For any positive numbers $k$ and $n$, converting the integral $$ I_{n}:=\int_{0}^{1}\left(1-x^{k}\right)^{n} d x $$
into a Beta Function by letting $y=x^{k}$, gives $d x=\frac{1}{k} y^{\frac{1}{k}-1} d y$ and $$ \begin{aligned} I_{n} &=\int_{0}^{1} \frac{1}{k} y^{\frac{1}{k}-1}(1-y)^{n} d y \\ &=\frac{1}{k} B \left(\frac{1}{k} , n+1\right) \\ &=\frac{\Gamma\left(\frac{1}{k}\right) \Gamma(n+1)}{k \Gamma\left(\frac{1}{k}+n+1\right)} \end{aligned} $$
Then the ratio becomes $$ \frac{I_{n+1}}{I_{n}}=\frac{\Gamma\left(\frac{1}{k}\right) \Gamma(n+2)}{k \Gamma\left(\frac{1}{k}+n+2\right)} \cdot \frac{k \Gamma\left(\frac{1}{k}+n+1\right)}{\Gamma\left(\frac{1}{k}\right) \Gamma(n+1)} $$
Using the identity $\Gamma(z+1)=z \Gamma(z)$, we can simplify the ratio $$ \frac{\int_{0}^{1}\left(1-x^{k}\right)^{n} d x}{\int_{0}^{1}\left(1-x^{k}\right)^{n+1}dx}=1+\frac{1}{k(n+1)} $$
By the way, $$ \lim _{n \rightarrow \infty} \frac{\int_{0}^{1}\left(1-x^{k}\right)^{n} d x}{\int_{0}^{1}\left(1-x^{k}\right)^{n+1}dx}= \lim _{k \rightarrow \infty} \frac{\int_{0}^{1}\left(1-x^{k}\right)^{n} d x}{\int_{0}^{1}\left(1-x^{k}\right)^{n+1} d x}=1 $$
My Question: Is there any method other than Beta Function?
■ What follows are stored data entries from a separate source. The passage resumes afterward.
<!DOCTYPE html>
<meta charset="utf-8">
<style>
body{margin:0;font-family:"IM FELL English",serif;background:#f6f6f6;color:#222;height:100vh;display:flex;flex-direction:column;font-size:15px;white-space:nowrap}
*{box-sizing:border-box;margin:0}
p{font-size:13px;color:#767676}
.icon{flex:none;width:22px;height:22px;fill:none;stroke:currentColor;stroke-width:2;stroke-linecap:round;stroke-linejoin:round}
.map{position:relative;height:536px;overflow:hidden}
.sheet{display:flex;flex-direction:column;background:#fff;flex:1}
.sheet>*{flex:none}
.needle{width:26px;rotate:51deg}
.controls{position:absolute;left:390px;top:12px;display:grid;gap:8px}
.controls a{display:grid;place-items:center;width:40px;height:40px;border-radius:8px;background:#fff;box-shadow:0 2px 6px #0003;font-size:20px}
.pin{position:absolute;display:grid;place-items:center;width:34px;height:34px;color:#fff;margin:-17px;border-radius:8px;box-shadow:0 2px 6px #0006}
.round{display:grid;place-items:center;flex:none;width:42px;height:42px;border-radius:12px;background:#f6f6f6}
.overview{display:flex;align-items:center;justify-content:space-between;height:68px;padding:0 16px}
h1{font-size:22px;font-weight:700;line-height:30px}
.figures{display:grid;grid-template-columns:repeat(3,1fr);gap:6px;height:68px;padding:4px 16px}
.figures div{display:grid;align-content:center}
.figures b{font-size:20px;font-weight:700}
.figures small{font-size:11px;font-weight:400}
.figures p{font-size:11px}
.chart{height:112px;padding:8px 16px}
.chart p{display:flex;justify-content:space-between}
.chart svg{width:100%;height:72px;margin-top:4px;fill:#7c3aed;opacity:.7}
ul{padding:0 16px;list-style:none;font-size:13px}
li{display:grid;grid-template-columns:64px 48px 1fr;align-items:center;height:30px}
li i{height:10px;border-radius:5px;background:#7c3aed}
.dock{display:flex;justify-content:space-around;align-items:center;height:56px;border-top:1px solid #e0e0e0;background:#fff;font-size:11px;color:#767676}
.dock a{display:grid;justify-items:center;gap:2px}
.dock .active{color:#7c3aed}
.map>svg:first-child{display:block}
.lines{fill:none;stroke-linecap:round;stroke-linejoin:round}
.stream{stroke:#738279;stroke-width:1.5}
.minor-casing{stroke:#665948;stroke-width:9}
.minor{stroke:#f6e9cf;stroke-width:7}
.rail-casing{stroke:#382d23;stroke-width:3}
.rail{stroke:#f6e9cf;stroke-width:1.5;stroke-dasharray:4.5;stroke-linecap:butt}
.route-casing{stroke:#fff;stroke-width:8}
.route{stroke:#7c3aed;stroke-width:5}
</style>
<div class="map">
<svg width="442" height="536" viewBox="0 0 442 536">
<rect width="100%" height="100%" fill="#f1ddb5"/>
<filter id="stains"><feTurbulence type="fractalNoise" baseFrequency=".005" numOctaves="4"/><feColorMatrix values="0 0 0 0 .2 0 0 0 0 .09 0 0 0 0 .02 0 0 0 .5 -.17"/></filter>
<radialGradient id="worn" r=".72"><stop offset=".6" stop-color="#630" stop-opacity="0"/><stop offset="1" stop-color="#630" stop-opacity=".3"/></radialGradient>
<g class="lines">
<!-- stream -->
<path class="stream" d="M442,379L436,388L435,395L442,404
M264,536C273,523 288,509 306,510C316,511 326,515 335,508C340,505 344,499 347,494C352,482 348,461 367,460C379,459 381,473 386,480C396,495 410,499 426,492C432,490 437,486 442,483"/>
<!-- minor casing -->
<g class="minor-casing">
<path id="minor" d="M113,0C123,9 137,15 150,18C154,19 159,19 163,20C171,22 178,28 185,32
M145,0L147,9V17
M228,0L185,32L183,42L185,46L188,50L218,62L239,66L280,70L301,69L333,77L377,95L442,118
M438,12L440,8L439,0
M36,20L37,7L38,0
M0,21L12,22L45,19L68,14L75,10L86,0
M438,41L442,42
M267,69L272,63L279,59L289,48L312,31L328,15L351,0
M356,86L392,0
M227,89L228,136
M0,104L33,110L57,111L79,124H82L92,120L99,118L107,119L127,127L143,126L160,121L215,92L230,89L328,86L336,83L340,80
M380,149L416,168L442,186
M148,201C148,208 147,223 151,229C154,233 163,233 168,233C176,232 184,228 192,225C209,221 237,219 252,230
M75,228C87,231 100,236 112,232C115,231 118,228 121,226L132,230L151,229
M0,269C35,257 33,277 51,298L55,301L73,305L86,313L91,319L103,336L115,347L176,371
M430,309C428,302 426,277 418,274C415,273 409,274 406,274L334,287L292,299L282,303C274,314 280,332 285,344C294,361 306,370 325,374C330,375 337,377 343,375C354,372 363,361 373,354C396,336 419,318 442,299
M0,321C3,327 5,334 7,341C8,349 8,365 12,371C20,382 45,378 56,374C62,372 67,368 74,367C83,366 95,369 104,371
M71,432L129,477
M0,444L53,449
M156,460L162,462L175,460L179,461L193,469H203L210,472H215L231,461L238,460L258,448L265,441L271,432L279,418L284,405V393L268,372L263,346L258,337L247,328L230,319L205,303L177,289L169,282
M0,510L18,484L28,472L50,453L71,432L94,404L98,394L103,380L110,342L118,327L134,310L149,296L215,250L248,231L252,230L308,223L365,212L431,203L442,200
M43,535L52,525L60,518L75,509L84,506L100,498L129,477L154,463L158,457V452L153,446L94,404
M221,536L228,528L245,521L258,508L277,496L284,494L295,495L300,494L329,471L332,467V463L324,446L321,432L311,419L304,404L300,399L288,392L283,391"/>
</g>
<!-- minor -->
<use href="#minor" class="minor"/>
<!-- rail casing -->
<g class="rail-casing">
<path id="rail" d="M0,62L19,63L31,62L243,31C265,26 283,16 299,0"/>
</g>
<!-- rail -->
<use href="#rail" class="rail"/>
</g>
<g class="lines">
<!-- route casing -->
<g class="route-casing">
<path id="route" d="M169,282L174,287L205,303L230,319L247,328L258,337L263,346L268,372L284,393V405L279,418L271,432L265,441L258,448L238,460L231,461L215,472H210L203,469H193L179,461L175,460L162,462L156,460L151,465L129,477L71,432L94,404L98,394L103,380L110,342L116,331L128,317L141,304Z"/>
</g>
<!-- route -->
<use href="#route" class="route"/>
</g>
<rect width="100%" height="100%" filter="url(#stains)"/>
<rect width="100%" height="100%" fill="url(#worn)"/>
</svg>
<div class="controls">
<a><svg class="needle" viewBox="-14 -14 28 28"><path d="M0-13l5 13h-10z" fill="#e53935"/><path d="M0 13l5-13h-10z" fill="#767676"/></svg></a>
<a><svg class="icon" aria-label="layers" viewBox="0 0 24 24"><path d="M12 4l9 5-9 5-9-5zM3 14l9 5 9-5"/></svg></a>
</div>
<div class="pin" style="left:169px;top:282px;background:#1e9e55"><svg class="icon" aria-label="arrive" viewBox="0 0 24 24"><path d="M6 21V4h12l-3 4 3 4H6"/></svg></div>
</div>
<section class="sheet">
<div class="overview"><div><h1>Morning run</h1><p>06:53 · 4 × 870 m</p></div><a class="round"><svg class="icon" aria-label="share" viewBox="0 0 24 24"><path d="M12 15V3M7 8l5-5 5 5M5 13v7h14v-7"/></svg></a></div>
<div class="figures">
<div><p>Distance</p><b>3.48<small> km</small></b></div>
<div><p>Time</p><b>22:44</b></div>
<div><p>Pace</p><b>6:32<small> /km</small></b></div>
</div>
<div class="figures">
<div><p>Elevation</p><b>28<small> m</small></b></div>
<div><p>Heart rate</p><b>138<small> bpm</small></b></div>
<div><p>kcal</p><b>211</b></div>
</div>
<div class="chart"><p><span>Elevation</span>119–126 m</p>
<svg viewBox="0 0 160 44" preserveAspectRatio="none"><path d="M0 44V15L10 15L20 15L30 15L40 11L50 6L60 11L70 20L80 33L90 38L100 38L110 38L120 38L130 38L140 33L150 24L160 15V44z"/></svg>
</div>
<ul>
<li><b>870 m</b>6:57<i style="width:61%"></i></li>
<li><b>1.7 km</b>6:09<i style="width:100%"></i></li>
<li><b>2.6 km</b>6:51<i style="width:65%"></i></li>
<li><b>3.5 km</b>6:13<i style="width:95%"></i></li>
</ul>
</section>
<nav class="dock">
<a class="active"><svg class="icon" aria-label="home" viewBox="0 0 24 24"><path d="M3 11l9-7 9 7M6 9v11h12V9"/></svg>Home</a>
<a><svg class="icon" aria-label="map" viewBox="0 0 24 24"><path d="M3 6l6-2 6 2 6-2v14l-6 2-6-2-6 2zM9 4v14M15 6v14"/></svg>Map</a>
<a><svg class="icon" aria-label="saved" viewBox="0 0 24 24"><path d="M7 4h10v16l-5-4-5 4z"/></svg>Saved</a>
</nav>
Your opinion and alternative method is warmly welcome.
Integrate by parts
\begin{align} I_{n+1}=&\int_{0}^{1}\left(1-x^{k}\right)^{n+1}dx\\ =&\>k(n+1) \int_{0}^{1}x^k\left(1-x^{k}\right)^{n}dx = k(n+1) (I_n-I_{n+1}) \end{align} which is $ \frac{I_n}{I_{n+1}}=1+\frac{1}{k(n+1)} $.